=== Task goal ===
Please return every line of the records that contains the word "paths".
[[ Task inputs, beginning ]]
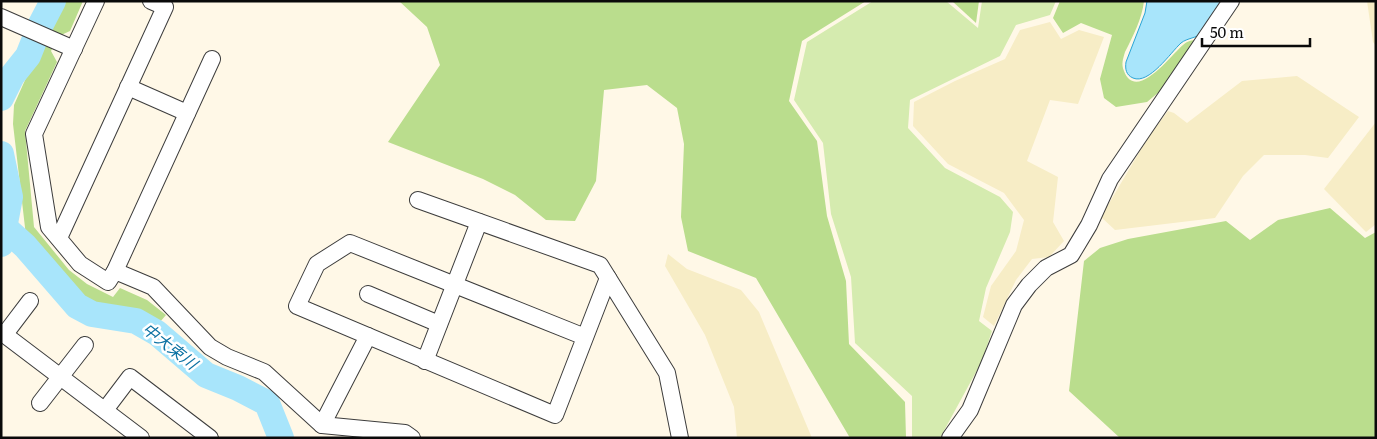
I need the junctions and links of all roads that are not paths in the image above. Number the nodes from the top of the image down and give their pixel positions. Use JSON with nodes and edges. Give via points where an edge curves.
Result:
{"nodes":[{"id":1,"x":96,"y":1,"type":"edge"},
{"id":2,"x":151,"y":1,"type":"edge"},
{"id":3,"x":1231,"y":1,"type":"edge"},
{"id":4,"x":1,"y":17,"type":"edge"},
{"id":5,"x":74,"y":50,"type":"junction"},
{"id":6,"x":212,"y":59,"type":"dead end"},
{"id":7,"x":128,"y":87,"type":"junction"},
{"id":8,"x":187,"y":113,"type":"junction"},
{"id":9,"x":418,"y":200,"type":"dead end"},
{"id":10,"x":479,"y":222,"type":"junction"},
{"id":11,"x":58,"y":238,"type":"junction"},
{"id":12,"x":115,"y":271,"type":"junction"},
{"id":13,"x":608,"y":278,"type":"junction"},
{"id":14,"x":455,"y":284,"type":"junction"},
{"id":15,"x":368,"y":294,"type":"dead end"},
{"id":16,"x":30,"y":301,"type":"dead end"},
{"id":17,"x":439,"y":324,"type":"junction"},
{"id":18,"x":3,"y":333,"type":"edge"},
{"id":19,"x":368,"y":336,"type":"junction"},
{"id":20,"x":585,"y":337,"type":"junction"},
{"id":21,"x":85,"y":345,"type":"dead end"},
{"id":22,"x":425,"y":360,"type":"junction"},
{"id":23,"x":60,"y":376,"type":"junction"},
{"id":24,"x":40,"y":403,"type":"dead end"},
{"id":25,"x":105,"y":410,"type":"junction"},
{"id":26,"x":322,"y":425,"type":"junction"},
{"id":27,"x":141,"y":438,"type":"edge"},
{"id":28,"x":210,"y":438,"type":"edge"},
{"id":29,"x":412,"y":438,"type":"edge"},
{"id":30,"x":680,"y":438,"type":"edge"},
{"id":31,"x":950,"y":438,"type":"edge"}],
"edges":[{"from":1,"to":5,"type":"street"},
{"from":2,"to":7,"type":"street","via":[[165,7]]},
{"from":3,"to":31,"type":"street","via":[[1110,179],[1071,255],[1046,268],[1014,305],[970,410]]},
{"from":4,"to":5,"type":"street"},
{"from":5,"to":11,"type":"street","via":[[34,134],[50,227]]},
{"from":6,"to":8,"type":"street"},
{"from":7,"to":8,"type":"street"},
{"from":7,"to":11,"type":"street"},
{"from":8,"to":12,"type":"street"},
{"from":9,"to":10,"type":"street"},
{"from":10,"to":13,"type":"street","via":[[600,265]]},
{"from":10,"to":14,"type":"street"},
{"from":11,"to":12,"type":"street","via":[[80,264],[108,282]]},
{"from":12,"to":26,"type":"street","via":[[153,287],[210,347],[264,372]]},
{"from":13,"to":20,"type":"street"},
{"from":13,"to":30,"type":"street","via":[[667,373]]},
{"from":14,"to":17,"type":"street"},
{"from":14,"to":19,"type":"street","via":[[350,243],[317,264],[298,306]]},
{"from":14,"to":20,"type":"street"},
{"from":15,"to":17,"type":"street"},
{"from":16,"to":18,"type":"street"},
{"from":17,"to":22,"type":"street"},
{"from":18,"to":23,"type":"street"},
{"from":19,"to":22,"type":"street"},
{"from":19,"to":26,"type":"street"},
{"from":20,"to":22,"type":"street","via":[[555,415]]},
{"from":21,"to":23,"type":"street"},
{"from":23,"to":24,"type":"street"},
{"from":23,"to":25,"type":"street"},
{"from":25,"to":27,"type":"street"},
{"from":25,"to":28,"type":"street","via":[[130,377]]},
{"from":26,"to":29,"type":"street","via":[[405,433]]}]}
[[ Task inputs, end ]]
[[ Task inputs, beginning ]]
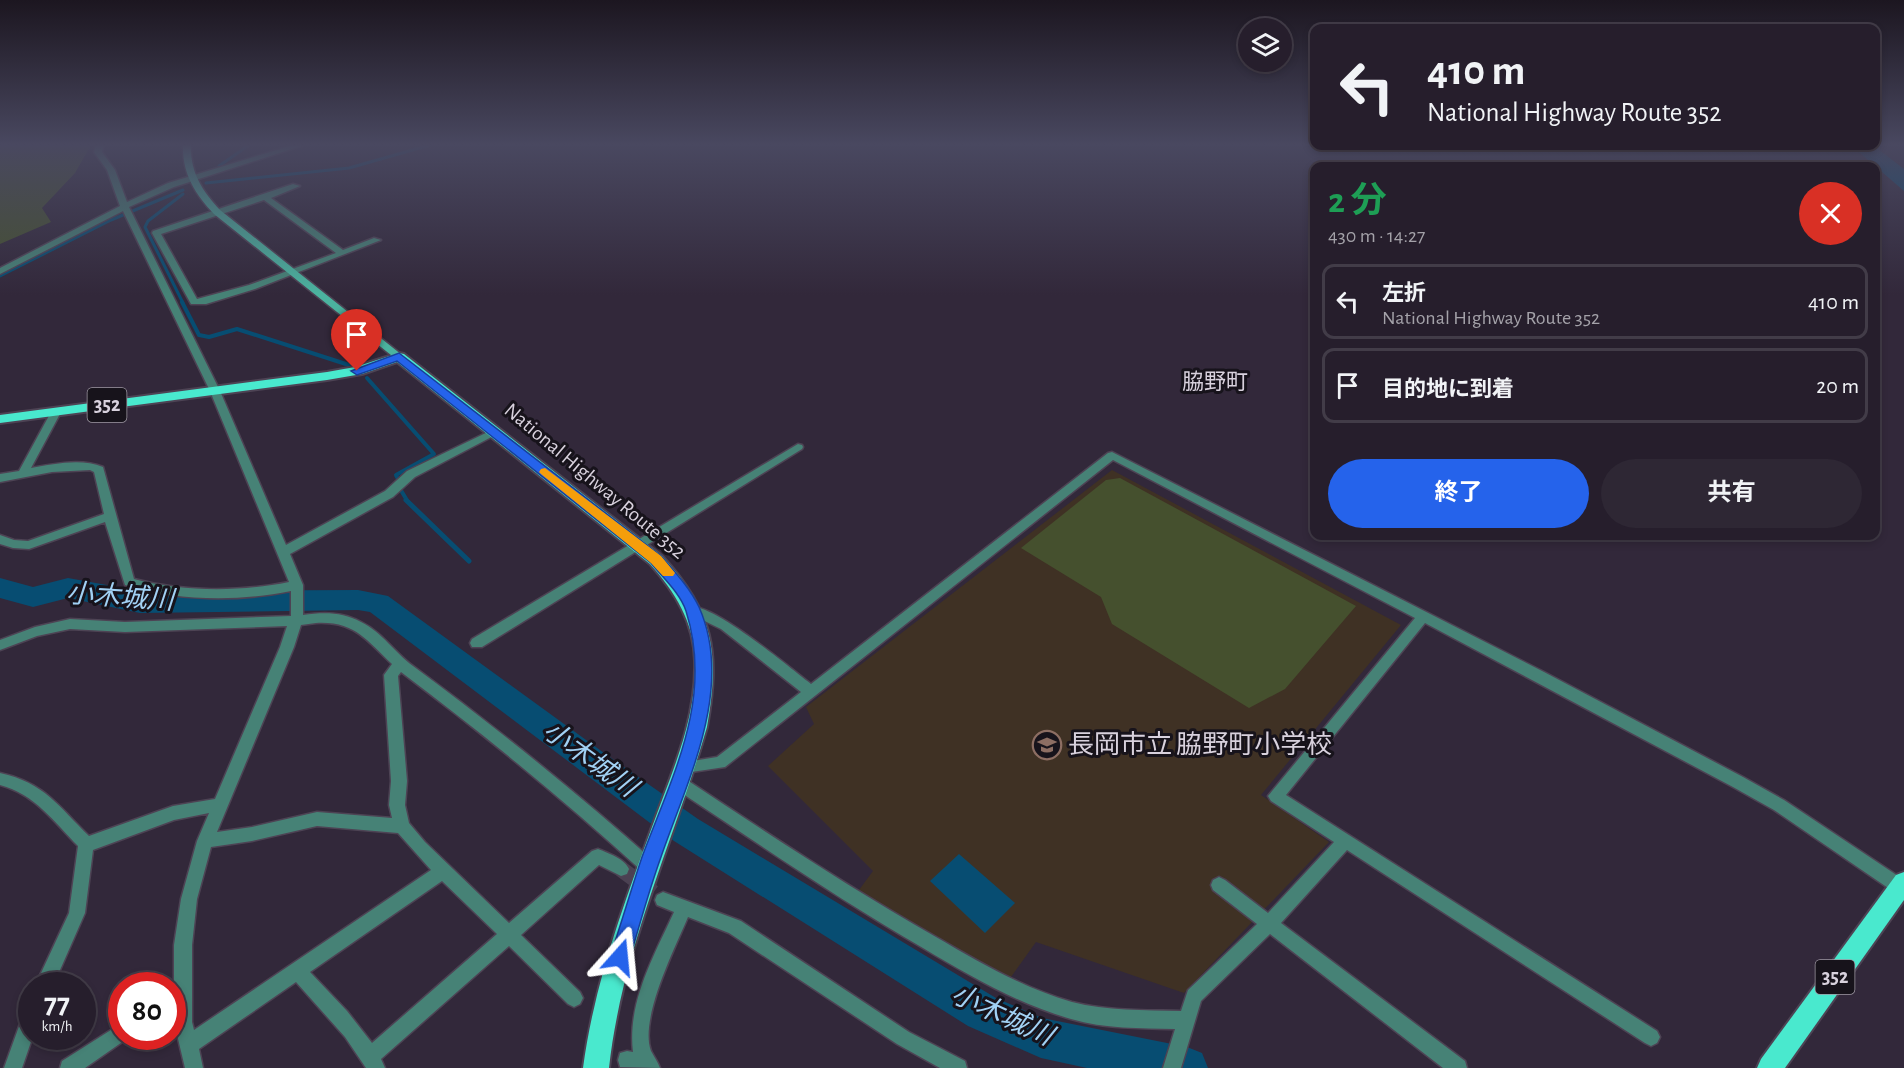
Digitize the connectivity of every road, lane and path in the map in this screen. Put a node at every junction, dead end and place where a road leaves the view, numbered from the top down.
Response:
[[ Task inputs, end ]]
[[ Task inputs, beginning ]]
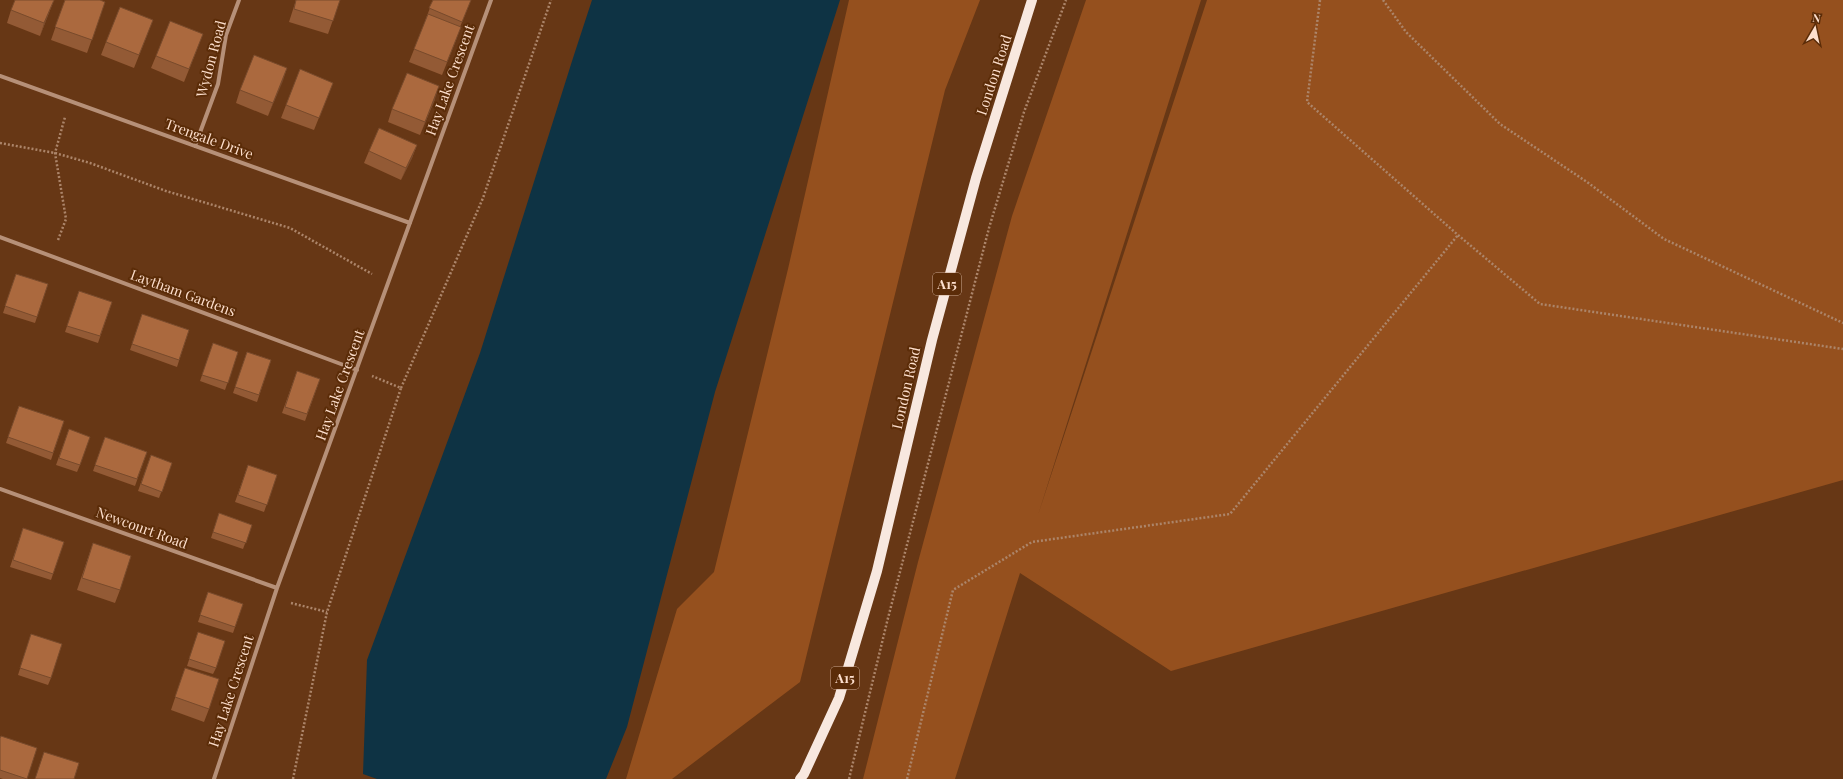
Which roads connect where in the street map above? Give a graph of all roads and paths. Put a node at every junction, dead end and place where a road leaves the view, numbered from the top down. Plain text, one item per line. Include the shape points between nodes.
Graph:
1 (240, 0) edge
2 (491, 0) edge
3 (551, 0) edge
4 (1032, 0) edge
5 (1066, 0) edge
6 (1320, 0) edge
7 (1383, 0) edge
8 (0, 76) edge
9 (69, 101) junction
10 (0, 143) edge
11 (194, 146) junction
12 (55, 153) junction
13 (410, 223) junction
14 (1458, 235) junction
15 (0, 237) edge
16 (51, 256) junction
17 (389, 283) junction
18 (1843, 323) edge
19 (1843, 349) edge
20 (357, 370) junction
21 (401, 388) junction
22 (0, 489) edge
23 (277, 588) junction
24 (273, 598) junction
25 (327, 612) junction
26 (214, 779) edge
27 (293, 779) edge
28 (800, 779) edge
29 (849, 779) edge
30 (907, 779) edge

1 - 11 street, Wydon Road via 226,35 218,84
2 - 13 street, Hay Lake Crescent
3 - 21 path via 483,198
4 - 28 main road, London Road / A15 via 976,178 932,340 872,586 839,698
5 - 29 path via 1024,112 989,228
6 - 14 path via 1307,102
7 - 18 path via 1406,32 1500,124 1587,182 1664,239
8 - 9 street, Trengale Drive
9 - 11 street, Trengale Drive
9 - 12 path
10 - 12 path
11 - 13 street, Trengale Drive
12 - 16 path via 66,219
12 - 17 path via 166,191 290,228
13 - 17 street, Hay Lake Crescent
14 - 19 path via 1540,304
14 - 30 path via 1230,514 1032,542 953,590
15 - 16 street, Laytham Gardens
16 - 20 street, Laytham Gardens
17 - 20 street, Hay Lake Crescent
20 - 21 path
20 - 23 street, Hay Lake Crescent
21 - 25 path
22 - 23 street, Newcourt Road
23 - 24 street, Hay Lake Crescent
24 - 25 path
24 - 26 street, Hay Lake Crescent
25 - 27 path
[[ Task inputs, end ]]
=== Solution ===
I need the junctions and links of all roads that are not paths in the image above. Number the nodes from the top of the image down and give their pixel positions. Use JSON with nodes and edges. Give via points where an edge curves.
Which roads connect where in the street map above? Give a graph of all roads and paths. Put a node at every junction, dead end and place where a road leaves the view, numbered from the top down. Plain text, one item per line. Include the shape points between nodes.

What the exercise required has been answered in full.